— The input —

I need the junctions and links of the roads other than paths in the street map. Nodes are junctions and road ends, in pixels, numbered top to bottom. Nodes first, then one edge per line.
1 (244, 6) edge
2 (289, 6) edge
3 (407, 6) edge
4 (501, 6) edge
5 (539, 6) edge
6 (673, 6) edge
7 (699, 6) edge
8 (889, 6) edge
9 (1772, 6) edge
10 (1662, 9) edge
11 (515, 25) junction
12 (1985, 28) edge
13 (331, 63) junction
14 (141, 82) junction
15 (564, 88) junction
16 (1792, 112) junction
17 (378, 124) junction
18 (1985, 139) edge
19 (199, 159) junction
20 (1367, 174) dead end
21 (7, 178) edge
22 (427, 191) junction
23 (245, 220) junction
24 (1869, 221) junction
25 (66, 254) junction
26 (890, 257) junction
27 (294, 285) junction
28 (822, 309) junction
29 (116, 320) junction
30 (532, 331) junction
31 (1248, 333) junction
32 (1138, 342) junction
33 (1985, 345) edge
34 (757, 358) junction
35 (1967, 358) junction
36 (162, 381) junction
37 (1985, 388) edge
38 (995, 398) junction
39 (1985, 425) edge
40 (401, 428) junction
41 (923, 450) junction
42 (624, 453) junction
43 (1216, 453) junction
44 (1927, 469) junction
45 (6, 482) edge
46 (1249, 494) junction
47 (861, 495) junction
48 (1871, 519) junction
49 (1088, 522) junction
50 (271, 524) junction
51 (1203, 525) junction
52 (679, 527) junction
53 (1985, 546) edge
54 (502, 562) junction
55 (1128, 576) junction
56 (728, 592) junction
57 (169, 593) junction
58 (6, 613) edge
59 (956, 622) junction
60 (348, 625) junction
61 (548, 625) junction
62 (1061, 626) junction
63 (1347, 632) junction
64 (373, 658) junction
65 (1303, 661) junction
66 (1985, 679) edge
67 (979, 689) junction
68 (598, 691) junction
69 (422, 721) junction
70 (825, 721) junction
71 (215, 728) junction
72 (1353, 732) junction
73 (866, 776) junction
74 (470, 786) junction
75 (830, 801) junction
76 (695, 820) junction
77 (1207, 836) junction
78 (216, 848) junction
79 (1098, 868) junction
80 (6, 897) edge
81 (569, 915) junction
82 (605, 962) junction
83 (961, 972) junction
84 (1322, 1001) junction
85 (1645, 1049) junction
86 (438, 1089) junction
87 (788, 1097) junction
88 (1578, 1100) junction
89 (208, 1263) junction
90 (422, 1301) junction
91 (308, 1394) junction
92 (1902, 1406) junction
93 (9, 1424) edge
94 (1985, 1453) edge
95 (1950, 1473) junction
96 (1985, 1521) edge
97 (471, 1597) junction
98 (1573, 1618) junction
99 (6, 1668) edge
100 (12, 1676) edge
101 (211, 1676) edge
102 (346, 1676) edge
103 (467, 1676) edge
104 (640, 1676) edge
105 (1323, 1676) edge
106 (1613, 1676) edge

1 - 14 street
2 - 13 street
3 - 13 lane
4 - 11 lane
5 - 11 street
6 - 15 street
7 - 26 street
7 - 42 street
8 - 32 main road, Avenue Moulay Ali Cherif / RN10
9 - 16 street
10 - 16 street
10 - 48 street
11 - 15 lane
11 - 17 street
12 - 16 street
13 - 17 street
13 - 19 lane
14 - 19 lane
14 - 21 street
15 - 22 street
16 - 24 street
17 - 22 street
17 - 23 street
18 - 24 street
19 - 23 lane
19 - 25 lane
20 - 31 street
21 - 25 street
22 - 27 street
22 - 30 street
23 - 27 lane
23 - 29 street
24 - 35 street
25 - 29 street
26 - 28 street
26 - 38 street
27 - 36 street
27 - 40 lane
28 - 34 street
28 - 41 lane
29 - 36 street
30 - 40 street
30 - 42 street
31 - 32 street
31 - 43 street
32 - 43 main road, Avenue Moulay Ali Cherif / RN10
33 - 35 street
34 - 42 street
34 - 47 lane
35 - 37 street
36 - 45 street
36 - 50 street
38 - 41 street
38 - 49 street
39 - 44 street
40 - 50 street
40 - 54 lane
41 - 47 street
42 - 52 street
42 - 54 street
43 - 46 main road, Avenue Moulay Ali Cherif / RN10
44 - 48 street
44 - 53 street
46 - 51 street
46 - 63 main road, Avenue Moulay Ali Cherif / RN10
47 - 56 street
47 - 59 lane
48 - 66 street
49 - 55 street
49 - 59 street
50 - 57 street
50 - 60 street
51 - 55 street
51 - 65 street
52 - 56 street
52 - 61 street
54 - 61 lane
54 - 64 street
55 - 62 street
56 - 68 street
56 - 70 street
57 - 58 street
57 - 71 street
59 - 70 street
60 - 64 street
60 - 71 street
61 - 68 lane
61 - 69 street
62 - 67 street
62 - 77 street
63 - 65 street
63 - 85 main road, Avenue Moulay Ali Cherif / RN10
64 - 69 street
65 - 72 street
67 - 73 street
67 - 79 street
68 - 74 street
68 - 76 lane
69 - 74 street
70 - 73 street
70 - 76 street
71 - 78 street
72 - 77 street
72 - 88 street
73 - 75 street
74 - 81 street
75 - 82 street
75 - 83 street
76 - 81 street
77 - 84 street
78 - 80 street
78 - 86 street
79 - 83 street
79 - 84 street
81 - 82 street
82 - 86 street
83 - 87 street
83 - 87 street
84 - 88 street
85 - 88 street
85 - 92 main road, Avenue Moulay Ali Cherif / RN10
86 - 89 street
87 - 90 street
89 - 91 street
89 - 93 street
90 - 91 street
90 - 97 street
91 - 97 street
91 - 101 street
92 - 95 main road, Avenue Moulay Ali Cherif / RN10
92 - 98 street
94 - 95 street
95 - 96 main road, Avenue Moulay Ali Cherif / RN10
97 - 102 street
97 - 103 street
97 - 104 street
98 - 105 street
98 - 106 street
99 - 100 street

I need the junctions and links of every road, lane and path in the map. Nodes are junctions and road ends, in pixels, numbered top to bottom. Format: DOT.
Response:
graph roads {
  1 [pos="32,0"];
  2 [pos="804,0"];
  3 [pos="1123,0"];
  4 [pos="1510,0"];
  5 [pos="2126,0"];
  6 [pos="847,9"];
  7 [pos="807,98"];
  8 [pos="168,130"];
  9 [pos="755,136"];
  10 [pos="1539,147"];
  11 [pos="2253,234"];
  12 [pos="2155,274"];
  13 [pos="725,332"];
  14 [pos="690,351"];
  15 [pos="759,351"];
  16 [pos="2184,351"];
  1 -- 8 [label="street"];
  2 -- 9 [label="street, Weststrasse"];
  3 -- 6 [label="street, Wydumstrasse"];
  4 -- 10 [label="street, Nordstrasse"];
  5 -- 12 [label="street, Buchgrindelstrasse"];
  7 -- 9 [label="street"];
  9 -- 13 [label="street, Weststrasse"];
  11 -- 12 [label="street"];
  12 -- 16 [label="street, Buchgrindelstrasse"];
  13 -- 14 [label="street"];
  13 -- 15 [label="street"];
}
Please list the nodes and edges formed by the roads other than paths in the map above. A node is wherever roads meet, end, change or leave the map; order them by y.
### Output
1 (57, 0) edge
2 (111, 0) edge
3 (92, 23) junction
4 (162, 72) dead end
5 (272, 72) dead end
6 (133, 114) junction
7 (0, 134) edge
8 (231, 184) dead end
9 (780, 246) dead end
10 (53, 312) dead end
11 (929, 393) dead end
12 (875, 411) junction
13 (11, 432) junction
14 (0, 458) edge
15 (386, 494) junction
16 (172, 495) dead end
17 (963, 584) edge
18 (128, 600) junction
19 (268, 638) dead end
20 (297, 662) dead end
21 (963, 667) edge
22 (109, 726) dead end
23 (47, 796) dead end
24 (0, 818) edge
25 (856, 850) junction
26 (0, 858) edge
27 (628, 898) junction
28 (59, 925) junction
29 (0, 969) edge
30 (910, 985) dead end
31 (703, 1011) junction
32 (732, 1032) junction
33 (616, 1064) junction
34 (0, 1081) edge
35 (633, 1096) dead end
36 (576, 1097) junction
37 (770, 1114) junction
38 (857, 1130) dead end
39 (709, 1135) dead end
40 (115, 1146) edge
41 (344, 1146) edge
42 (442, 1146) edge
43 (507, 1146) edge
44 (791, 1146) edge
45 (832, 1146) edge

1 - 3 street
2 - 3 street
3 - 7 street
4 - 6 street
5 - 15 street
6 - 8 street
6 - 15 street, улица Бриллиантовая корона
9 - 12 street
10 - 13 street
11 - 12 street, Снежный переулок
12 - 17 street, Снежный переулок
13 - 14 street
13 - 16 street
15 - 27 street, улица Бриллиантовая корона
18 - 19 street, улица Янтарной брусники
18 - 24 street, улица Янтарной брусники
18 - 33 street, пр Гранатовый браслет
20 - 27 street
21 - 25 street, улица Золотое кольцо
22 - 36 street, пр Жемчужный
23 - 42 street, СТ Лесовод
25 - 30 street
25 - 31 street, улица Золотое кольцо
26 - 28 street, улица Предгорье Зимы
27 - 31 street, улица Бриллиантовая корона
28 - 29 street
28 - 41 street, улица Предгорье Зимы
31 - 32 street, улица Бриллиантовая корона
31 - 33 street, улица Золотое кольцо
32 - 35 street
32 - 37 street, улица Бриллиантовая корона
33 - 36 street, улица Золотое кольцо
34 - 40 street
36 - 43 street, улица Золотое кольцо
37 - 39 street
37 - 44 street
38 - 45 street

— Required work —
Where the string "paths" shows up in the listing above, copy the line that holds it.

— Completed exercise —
I need the junctions and links of the roads other than paths in the street map. Nodes are junctions and road ends, in pixels, numbered top to bottom. Nodes first, then one edge per line.
Please list the nodes and edges formed by the roads other than paths in the map above. A node is wherever roads meet, end, change or leave the map; order them by y.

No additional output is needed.